De retour à terre, toujours aussi traumatisée, certaines personnes sont déjà au courant, on vient me voir, me consoler... Je pense à mes deux sauveurs, sans qui je ne serai peut être plus là à l'heure actuelle...

Cette histoire qu'y m'est arrivée est déjà sûrement arrivée à bon nombre de personne... Beaucoup de gens ont déjà eu à nager derrière leur matos mais chaque situation est différente et certains vont sûrement trouver excessif cette réaction que j'ai eu, mais croyez moi quand vous sentez que la mort n'est pas loin vous le savez...

Pensez ce que vous voulez de mon histoire, je sais ce que j'ai vécu, je sais les séquelles qui m'ont été laissées par cet événement.
En tout cas une chose est sûre, on ne sort pas indemne de ce genre d'accident.

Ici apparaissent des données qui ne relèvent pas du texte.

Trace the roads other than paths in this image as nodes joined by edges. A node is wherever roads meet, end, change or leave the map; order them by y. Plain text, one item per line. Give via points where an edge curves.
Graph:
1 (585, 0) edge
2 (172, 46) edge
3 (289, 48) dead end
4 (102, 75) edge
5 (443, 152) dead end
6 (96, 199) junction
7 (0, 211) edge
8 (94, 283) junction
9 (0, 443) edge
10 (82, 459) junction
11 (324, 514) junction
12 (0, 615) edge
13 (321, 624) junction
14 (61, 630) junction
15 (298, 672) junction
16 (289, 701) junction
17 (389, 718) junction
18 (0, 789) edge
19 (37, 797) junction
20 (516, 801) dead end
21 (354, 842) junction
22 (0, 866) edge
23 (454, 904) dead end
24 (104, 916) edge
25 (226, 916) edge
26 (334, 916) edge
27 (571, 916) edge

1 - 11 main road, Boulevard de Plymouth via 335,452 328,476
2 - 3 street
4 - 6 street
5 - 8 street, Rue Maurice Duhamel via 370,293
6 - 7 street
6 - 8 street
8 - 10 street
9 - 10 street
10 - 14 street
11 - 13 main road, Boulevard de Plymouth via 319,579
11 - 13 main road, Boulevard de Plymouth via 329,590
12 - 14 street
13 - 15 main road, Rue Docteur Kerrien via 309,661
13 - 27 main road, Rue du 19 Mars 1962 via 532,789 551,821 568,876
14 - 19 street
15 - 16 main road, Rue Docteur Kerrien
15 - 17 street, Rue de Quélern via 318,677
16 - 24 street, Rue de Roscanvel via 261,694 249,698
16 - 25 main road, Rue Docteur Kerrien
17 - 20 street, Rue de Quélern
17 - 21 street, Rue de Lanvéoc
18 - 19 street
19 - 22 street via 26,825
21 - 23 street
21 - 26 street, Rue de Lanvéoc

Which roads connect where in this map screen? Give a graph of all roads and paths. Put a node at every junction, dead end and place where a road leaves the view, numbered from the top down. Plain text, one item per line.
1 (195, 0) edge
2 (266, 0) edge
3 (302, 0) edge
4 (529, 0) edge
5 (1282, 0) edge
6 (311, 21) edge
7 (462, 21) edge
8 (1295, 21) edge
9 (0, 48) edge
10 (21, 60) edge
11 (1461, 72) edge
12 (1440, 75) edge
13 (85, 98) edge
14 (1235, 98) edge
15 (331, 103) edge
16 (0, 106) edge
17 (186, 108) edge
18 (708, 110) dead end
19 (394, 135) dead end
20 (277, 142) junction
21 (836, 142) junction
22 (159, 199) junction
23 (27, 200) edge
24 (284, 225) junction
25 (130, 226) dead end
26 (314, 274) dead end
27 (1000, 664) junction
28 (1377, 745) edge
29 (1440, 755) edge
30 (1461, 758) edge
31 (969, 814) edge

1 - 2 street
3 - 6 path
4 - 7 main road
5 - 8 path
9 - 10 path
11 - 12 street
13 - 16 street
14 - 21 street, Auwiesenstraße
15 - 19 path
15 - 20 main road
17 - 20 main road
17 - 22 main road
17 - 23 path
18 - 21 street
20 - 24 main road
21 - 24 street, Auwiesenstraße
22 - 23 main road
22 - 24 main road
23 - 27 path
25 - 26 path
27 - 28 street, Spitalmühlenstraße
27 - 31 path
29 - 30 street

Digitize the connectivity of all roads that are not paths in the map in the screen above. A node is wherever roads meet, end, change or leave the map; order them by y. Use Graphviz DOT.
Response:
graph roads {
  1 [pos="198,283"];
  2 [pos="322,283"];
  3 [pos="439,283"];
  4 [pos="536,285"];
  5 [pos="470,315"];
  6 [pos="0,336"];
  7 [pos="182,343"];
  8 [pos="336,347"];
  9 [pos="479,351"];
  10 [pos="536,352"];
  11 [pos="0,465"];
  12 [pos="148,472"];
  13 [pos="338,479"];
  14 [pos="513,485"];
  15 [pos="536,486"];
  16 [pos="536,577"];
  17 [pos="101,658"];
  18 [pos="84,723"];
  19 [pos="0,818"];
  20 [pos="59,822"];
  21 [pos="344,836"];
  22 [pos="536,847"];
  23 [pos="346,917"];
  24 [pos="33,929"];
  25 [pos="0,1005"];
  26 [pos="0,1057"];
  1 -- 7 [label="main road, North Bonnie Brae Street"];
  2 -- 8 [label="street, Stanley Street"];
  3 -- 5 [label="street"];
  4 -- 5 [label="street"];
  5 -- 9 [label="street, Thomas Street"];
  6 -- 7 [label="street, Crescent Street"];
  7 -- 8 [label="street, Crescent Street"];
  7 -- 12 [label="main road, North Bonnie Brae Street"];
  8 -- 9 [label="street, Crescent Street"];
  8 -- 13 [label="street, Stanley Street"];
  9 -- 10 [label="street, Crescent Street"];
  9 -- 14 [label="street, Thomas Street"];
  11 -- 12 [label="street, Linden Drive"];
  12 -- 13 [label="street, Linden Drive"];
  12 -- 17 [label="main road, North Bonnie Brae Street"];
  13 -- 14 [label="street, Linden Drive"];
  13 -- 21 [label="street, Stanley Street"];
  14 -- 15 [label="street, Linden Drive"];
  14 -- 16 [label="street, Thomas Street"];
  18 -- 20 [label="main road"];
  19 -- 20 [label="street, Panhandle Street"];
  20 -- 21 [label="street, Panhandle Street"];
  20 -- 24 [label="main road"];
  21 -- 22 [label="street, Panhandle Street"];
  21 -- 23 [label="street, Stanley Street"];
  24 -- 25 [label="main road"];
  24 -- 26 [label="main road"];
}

On prend conscience de la vie, de sa fragilité, a quel point elle est précieuse... Le traumatisme est toujours là, j'ai souvent peur quand les conditions se musclent, je perd mes moyens, je panique...

Si j'écris cet article c'est pour que certains comprennent certaines de mes réactions dans certaines situations et aussi pour demander aux gens qu'ils arrêtent de se plaindre pour un oui ou pour un non, parce qu'on en vie merde ! Alors profitez-en tant que vous en avez-une et une vrai. Demain il sera peut-être trop tard...

5 commentaires:

  1. Bonjour.
    Cet article m'a vraiment touché. J'ai vécu une situation de panique sur un gros carton à Martigues sur un France espoirs en One Design, y'a quelques années, et pourtant on ne m'a pas perdu de vue !... Ça m'a rappelé des souvenirs en tout cas. Bravo en tout cas pour le sang froid et surtout pour être remonté à cheval !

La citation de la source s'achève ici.